Aim of the task -
Copying exactly, give the lines in the material below from the one with "middle dip: (917, 643)" to the one with "index pip: (1032, 661)", ends included, and nothing besides.

Dataset extract -
↓↓↓
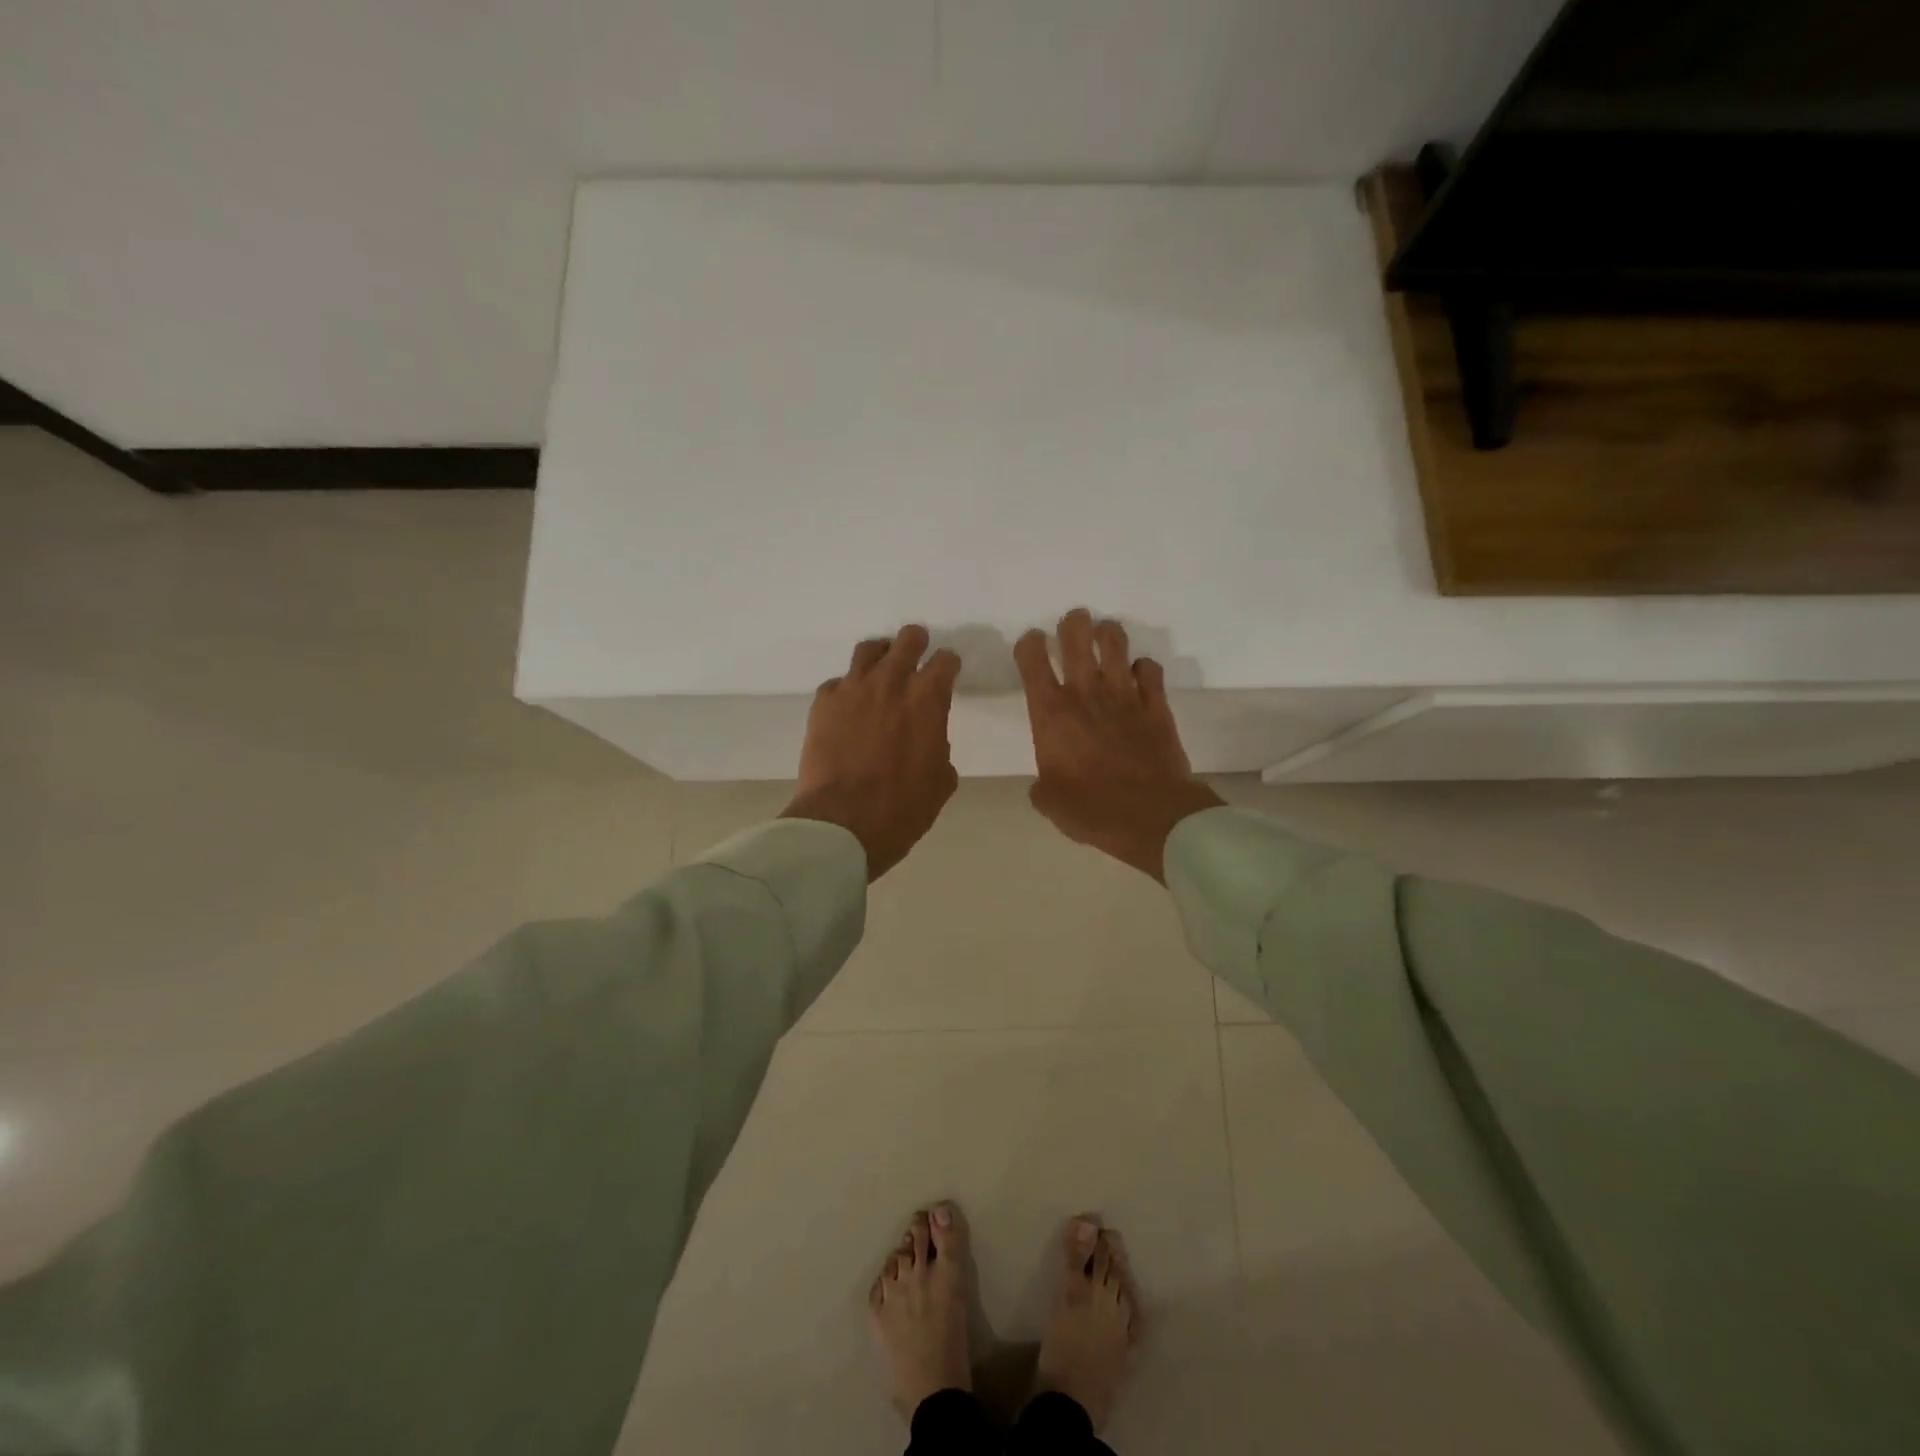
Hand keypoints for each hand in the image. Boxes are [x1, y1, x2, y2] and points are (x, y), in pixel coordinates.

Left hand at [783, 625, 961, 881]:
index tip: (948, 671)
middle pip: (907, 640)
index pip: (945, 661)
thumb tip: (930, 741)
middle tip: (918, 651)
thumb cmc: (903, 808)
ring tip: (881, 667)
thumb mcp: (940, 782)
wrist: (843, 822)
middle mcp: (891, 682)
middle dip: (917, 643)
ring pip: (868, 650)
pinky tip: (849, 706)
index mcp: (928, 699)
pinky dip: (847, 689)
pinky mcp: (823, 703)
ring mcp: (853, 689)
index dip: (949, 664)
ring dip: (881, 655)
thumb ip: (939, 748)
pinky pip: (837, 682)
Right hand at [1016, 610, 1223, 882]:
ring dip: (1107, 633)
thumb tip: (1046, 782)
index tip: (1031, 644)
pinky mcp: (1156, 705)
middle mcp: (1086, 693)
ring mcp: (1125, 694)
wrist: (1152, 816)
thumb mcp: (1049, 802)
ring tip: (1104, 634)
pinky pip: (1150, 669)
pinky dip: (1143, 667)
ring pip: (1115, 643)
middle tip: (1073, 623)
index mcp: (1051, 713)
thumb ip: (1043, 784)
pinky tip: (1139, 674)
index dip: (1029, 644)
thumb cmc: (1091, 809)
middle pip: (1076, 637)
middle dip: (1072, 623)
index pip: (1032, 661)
↑↑↑
↓↓↓
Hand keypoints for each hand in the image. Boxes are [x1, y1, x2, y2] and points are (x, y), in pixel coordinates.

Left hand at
↑↑↑
Reply to the task -
middle dip: (917, 643)
ring pip: (868, 650)
pinky tip: (849, 706)
index mcp: (928, 699)
pinky dip: (847, 689)
pinky mcp: (823, 703)
ring mcp: (853, 689)
index dip: (949, 664)
ring dip: (881, 655)
thumb ip: (939, 748)
pinky pip: (837, 682)
Right hand at [1016, 610, 1223, 882]:
ring dip: (1107, 633)
thumb tip: (1046, 782)
index tip: (1031, 644)
pinky mcp: (1156, 705)
middle mcp: (1086, 693)
ring mcp: (1125, 694)
wrist: (1152, 816)
thumb mcp: (1049, 802)
ring tip: (1104, 634)
pinky pip: (1150, 669)
pinky dip: (1143, 667)
ring pip: (1115, 643)
middle tip: (1073, 623)
index mcp: (1051, 713)
thumb ip: (1043, 784)
pinky tip: (1139, 674)
index dip: (1029, 644)
thumb cmc: (1091, 809)
middle pip: (1076, 637)
middle dip: (1072, 623)
index pip: (1032, 661)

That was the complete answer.